His 14-year career saw him win All-Star honours on four occasions, win a World Series in 1940 and was the National League strikeout leader three times but it was that feat in a short span in the summer of ’38 that is his crowning moment.

Nobody has even matched Vander Meer, despite some valiant efforts from the likes of Max Scherzer who threw a no-hitter and one-hitter in back to back games, and Ewell Blackwell, who followed up a no-hitter with eight innings of hitless ball.

Remember to beat it, a pitcher would have to hurl 27 successive innings without giving up a hit.

Cal Ripken Jr – 2,632 successive game streak

From 1982 until 1998, Baltimore Orioles legend Cal Ripken Jr set the record for consecutive games played when he played 2,632 in a row without losing his place in the line-up.

To not miss a single game over such a lengthy span which spanned five Olympic Games, three US presidential tenures, the introduction of four new MLB franchises and even six Bruce Springsteen albums is a feat of incredible determination, spirit, quality and a little bit of luck too.

Only seven men in baseball history have amassed a streak of over 1,000 games and just two men have beaten the 2,000 mark, with Lou Gehrig in second on 2,130.

Broken noses, twisted knees and a variety of ankle injuries failed to sideline him as he earned the reputation for being the ‘ironman of baseball’.

If a player has designs on breaking this, then be warned. You would have to play 16 straight seasons without missing a single game and then make it to 41 games in the 17th.

Rickey Henderson – 1,406 career stolen bases

With the art of the stolen base dying out, rapid Rickey will find it hard to be caught for spot in these rankings, as hard as opposing players found it to catch him on the base paths.

*Okay, admittedly the former Oakland Athletics speedster was caught stealing an MLB record 335 times during his career but the joke doesn’t quite work as well when mentioning that.

When it came to the art of swiping bags, this man was truly the undisputed master of it throughout his 25 years in the big leagues.

He has many honours relating to the stealing of bases, including setting the single season record (130), being the only AL player to steal into triple digits, the only MLB player to achieve 100 steals and 100 walks in the same year and the all-time record of 1,406 as well as the record for runs scored.

From 1979 until 2003, the Hall of Famer was only outside of the league’s top 10 in steals on five occasions and broke the 100 barrier three times, slipped under 30 stolen bases just eight times and terrorised pitchers and catchers alike with his fearless running.

Given the massive and ongoing decline in stolen bases, this is a record which is set to stand the test of time, particularly when you consider that teams will only give runners the green light if their success percentage for stealing is at 80%.

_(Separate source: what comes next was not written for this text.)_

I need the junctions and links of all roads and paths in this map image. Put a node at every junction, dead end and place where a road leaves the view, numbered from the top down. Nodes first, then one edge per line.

The frightening thing is that if Henderson played today, he may not be given such a free reign as his overall career numbers sit below that hallowed cutoff point.

2 Comments

  1. I have a 1975 Eiisrnhowrr Silver Dollar. Home Run 1979 was stamped on the face side. What could this mean.

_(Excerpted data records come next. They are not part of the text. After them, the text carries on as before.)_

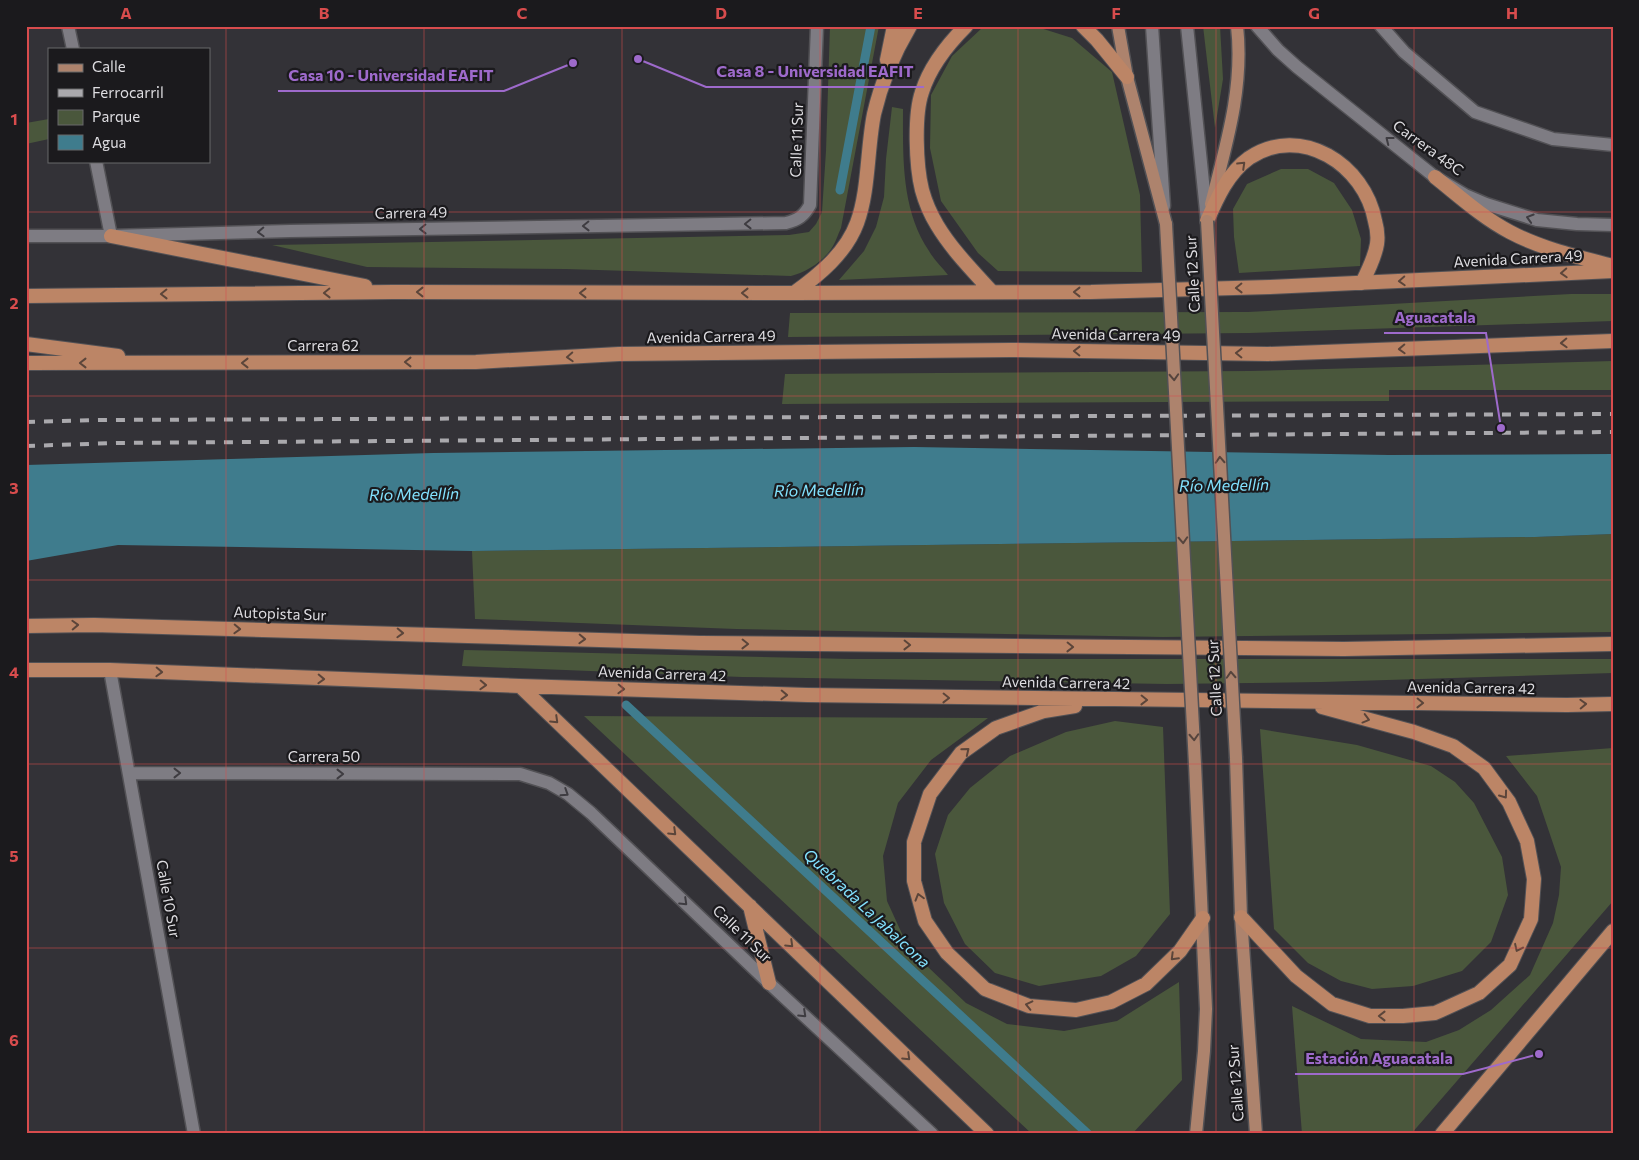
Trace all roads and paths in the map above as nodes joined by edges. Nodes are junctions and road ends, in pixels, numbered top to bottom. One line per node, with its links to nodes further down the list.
1 (68, 26): 13 (street)
2 (817, 26): 19 (street, Calle 11 Sur)
3 (894, 26): 15 (highway)
4 (910, 26): 15 (highway)
5 (966, 26): 29 (highway)
6 (1083, 26): 14 (highway)
7 (1118, 26): 14 (main road, Calle 12 Sur)
8 (1152, 26): 21 (street, Calle 12 Sur)
9 (1187, 26): 20 (street, Calle 12 Sur)
10 (1237, 26): 20 (main road, Calle 12 Sur)
11 (1257, 26): 18 (street, Carrera 48C, one-way to 11)
12 (1381, 26): 16 (street)
13 (73, 48)
14 (1127, 77): 21 (main road, Calle 12 Sur)
15 (880, 91): 30 (highway)
16 (1613, 145)
17 (96, 162): 24 (street)
18 (1435, 177): 22 (street, Carrera 48C, one-way to 18); 25 (highway)
19 (797, 220): 24 (street, Carrera 49, one-way to 24)
20 (1207, 221): 27 (highway, one-way to 27); 48 (main road, Calle 12 Sur, one-way to 20, bridge)
21 (1166, 224): 49 (main road, Calle 12 Sur, one-way to 49, bridge)
22 (1613, 225)
23 (26, 236): 24 (street, Carrera 49)
24 (112, 236): 28 (highway)
25 (1613, 266)
26 (1613, 271): 27 (highway, Avenida Carrera 49, one-way to 27)
27 (1362, 283): 29 (highway, Avenida Carrera 49, one-way to 29)
28 (393, 292): 30 (highway, one-way to 28); 31 (highway, one-way to 31)
29 (992, 292): 30 (highway, Avenida Carrera 49)
30 (794, 294)
31 (26, 296)
32 (1613, 341): 34 (highway, Avenida Carrera 49, one-way to 34)
33 (26, 344): 36 (highway)
34 (619, 354): 36 (highway, Carrera 62, one-way to 36)
35 (26, 363): 36 (highway, Carrera 62, one-way to 35)
36 (171, 363)
37 (26, 626): 38 (highway, Autopista Sur, one-way to 38)
38 (1613, 644)
39 (26, 670): 40 (highway)
40 (110, 670): 41 (highway, one-way to 41); 45 (street, Calle 10 Sur)
41 (520, 686): 42 (highway, Avenida Carrera 42, one-way to 42); 47 (highway, one-way to 47)
42 (1111, 700): 43 (highway, Avenida Carrera 42, one-way to 43); 49 (highway, one-way to 42)
43 (1302, 702): 44 (highway, Avenida Carrera 42, one-way to 44); 48 (highway, one-way to 48)
44 (1613, 704)
45 (129, 773): 46 (street, Carrera 50, one-way to 46); 52 (street, Calle 10 Sur)
46 (520, 774): 51 (street, Calle 11 Sur, one-way to 51)
47 (750, 906): 51 (highway); 54 (highway, one-way to 54)
48 (1241, 916): 56 (main road, Calle 12 Sur)
49 (1203, 918): 55 (main road, Calle 12 Sur)
50 (1613, 931): 57 (highway)
51 (770, 983): 53 (street, Calle 11 Sur, one-way to 53)
52 (194, 1134)
53 (932, 1134)
54 (987, 1134)
55 (1196, 1134)
56 (1256, 1134)
57 (1442, 1134)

  2. Ted Willams has a perfect record of having hit at least a .300 ba, a .400 ob, and a .500 sa in each season that he had at least 300 at bats – sixteen seasons in all. Not only that only 5 players ever beat him out in on base average in those sixteen seasons and that was in his rookie season. He either led the league officially or bested the official leader in the last 15 seasons he played regularly, that is, got 300 atbats. Only 4 men have beated him out in slugging pct-Foxx, Dimaggio, Greenberg and Mantle. All hall of famers. Amazingly only 7 men ever beat him out in slugging or onbase average in those 16 seasons. From 1941 to 1955 he had a ten year streak of leading all regulars in both onbase and slugging in the seasons he wasnt in the military and garnered 300 atbats. 12 times in the 16 seasons he was either the leader in ob and sa or the unofficial leader (one with 300 at bats besting the official leader). He also had 2 seasons in which he led the league in at least 8 categories and 6 seasons in a row in which he led in at least 5.
    These records are evidence that he was the greatest hitter that ever lived.